Nazir said the survey examined women's rights in 17 selected countries and territories (Algerian, Bahrain, Egypt, Iraq, Jordan, Kuwait, Lebanon, Libya, Morocco, Oman, Qatar, Saudi Arabia, Syria, Tunisia, United Arab Emirates, Yemen, the Palestinian Authority and Israeli-Occupied Territories. The survey's goal was to review the progress of women's rights, identify the obstacles to progress, examine the causes and consequences of gender discrimination, and make recommendations for further progress in women's rights.

Although the methodology of the study compares conditions across the 17 countries, the standard for women's rights against which all 17 are evaluated is the United Nations Universal Declaration on Human Rights.

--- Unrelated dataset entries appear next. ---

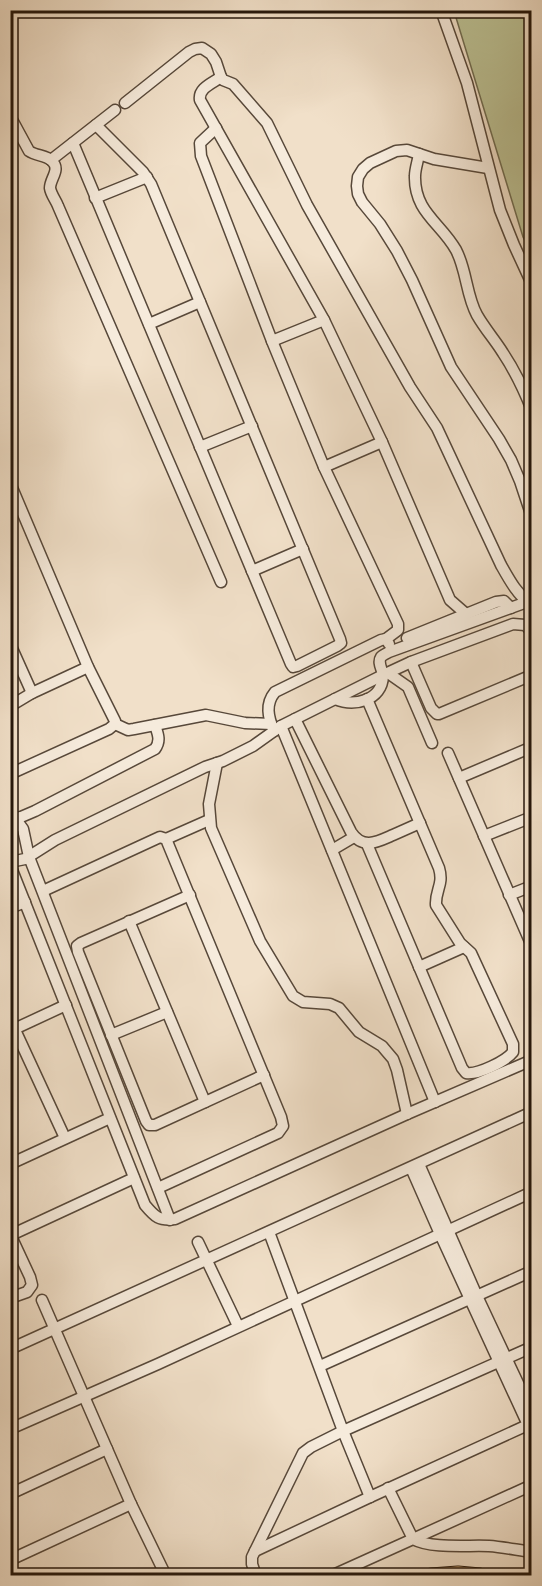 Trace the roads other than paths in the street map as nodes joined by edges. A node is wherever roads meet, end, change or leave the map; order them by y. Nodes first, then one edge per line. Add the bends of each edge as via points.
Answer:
1 (441, 10) edge
2 (221, 77) junction
3 (10, 116) edge
4 (96, 125) junction
5 (216, 128) junction
6 (73, 144) junction
7 (419, 154) junction
8 (51, 160) junction
9 (488, 168) junction
10 (147, 177) junction
11 (95, 198) junction
12 (531, 284) edge
13 (200, 302) junction
14 (324, 320) junction
15 (148, 324) junction
16 (272, 341) junction
17 (531, 411) edge
18 (252, 426) junction
19 (382, 442) junction
20 (200, 447) junction
21 (324, 467) junction
22 (531, 477) edge
23 (520, 481) junction
24 (10, 483) edge
25 (531, 517) edge
26 (303, 549) junction
27 (252, 571) junction
28 (221, 582) dead end
29 (450, 600) junction
30 (529, 604) edge
31 (511, 608) junction
32 (466, 614) junction
33 (448, 622) junction
34 (531, 632) edge
35 (10, 644) edge
36 (389, 645) junction
37 (319, 656) junction
38 (411, 662) junction
39 (88, 667) junction
40 (324, 667) junction
41 (386, 674) junction
42 (531, 675) edge
43 (32, 693) junction
44 (335, 699) junction
45 (367, 699) junction
46 (10, 701) edge
47 (295, 719) junction
48 (115, 724) junction
49 (154, 725) junction
50 (275, 727) junction
51 (432, 743) dead end
52 (531, 747) edge
53 (448, 753) dead end
54 (217, 763) junction
55 (10, 774) edge
56 (459, 778) junction
57 (13, 816) edge
58 (531, 817) edge
59 (209, 820) junction
60 (420, 823) junction
61 (484, 836) junction
62 (354, 837) junction
63 (166, 839) junction
64 (368, 843) junction
65 (332, 850) junction
66 (29, 857) junction
67 (10, 864) edge
68 (531, 886) edge
69 (43, 891) junction
70 (190, 895) junction
71 (509, 895) junction
72 (25, 902) junction
73 (10, 908) edge
74 (129, 921) junction
75 (531, 946) edge
76 (464, 947) junction
77 (419, 967) junction
78 (66, 1005) junction
79 (167, 1012) junction
80 (12, 1026) edge
81 (111, 1035) junction
82 (531, 1060) edge
83 (492, 1071) junction
84 (264, 1075) junction
85 (205, 1102) junction
86 (435, 1102) junction
87 (531, 1112) edge
88 (407, 1114) junction
89 (110, 1118) junction
90 (65, 1138) junction
91 (10, 1164) edge
92 (415, 1166) junction
93 (134, 1178) junction
94 (158, 1188) junction
95 (531, 1192) edge
96 (170, 1220) junction
97 (269, 1232) junction
98 (444, 1232) junction
99 (11, 1235) edge
100 (198, 1242) dead end
101 (206, 1259) junction
102 (531, 1271) edge
103 (10, 1298) edge
104 (474, 1298) junction
105 (42, 1300) dead end
106 (295, 1300) junction
107 (238, 1326) junction
108 (54, 1330) junction
109 (531, 1347) edge
110 (10, 1349) edge
111 (503, 1360) junction
112 (320, 1366) junction
113 (84, 1396) junction
114 (531, 1413) edge
115 (530, 1426) edge
116 (10, 1429) edge
117 (343, 1431) junction
118 (107, 1449) junction
119 (531, 1485) edge
120 (388, 1488) junction
121 (10, 1494) edge
122 (370, 1497) junction
123 (132, 1504) junction
124 (413, 1539) junction
125 (255, 1551) junction
126 (531, 1552) edge
127 (10, 1560) edge
128 (166, 1575) edge
129 (256, 1575) edge
130 (331, 1575) edge
131 (431, 1575) edge
132 (480, 1575) edge

1 - 9 street via 467,83
2 - 4 street via 211,54 202,48 195,49
2 - 5 street via 199,96
2 - 30 street via 233,84 267,123 307,206 437,428 501,566 516,592
3 - 8 street via 29,151
4 - 6 street
4 - 10 street
5 - 14 street
5 - 16 street via 200,143 201,156
6 - 8 street
6 - 11 street
7 - 9 street
7 - 17 street via 415,176 419,202 456,250 472,304 512,368
7 - 23 street via 396,151 370,163 358,177 358,195 397,251 451,367 499,439
8 - 28 street via 56,169 51,193
9 - 12 street via 506,226
10 - 11 street
10 - 13 street
11 - 15 street
13 - 15 street
13 - 18 street
14 - 16 street
14 - 19 street
15 - 20 street
16 - 21 street
18 - 20 street
18 - 26 street
19 - 21 street
19 - 29 street
20 - 27 street
21 - 36 street via 398,624
22 - 23 street
23 - 25 street
24 - 39 street
26 - 27 street
26 - 37 street via 341,641
27 - 37 street via 292,666
29 - 32 street
29 - 33 street
30 - 31 street
31 - 32 street via 501,601
31 - 36 street
32 - 33 street
33 - 36 street
34 - 38 street via 525,625 513,624
35 - 43 street
36 - 40 street via 378,641
36 - 41 street via 380,659
37 - 40 street
38 - 41 street
38 - 42 street via 436,714
39 - 43 street
39 - 48 street
40 - 50 street via 275,692 268,702 268,711
41 - 44 street
41 - 45 street
41 - 51 street via 408,687
43 - 46 street via 12,705
44 - 45 street via 353,703
44 - 47 street
45 - 60 street
47 - 50 street
47 - 62 street
48 - 49 street via 128,730
48 - 55 street
49 - 50 street via 212,715
49 - 57 street via 159,737 155,749 36,811
50 - 54 street via 253,746
50 - 65 street
52 - 56 street
53 - 56 street
54 - 59 street via 208,804
54 - 66 street via 54,840
56 - 61 street
57 - 66 street via 26,836
58 - 61 street
59 - 63 street
59 - 88 street via 260,941 293,996 303,1002 339,1008 359,1032 382,1046 393,1059
60 - 64 street
60 - 76 street via 441,875 436,905
61 - 71 street
62 - 64 street
62 - 65 street
63 - 69 street via 160,837
63 - 70 street
64 - 77 street
65 - 86 street
66 - 67 street
66 - 69 street
67 - 72 street
68 - 71 street
69 - 94 street
70 - 74 street
70 - 84 street
71 - 75 street
72 - 73 street
72 - 78 street
74 - 79 street
74 - 81 street via 77,946
76 - 77 street
76 - 83 street via 471,953 514,1049
77 - 83 street via 462,1068 471,1074
78 - 80 street
78 - 89 street
79 - 81 street
79 - 85 street
80 - 90 street
81 - 85 street via 149,1125
82 - 83 street
83 - 86 street
84 - 85 street
84 - 94 street via 283,1122 281,1130
86 - 88 street
87 - 92 street
88 - 96 street
89 - 90 street
89 - 93 street
90 - 91 street
92 - 97 street
92 - 98 street
93 - 96 street via 152,1214
93 - 99 street
94 - 96 street
95 - 98 street
97 - 101 street
97 - 106 street
98 - 104 street
98 - 106 street
99 - 103 street via 32,1285 27,1292
100 - 101 street
101 - 107 street
101 - 108 street
102 - 104 street
104 - 111 street
104 - 112 street
105 - 108 street
106 - 107 street
106 - 112 street
107 - 113 street
108 - 110 street
108 - 113 street
109 - 111 street
111 - 114 street
111 - 115 street
111 - 117 street
112 - 117 street
113 - 116 street
113 - 118 street
115 - 120 street
117 - 122 street
117 - 125 street via 303,1453
118 - 121 street
118 - 123 street
119 - 124 street
120 - 122 street
120 - 124 street
122 - 125 street
123 - 127 street
123 - 128 street
124 - 126 street via 437,1545 493,1546
124 - 130 street
125 - 129 street via 252,1564
131 - 132 highway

The countries were scored on a scale of 1 to 5 in five broad categories: I. Nondiscrimination and Access to Justice; II. Autonomy, Security, and Freedom of the Person; III. Economic Rights and Equal Opportunity; IV. Political and Civic Voice; and V. Social and Cultural Rights. A score of 3.0 represents conditions "in which a woman's ability to exercise her rights is sometimes restricted by the government or non-state actors," said Nazir. "Of the 17 none score even a 4.0," she said, "Tunisia which grants most social rights received a 3.3, but scores low in political rights."

Nazir gave many examples from the survey of legal discrimination against women. The study found for instance that in the Gulf States 70 percent of residents are non-citizens, many of them migrant Asian women who work as housekeepers and have no rights, but face gender based discrimination as well. Nazir noted that "Islam condemns slavery, but in reality, slave-like practices against migrant workers exist."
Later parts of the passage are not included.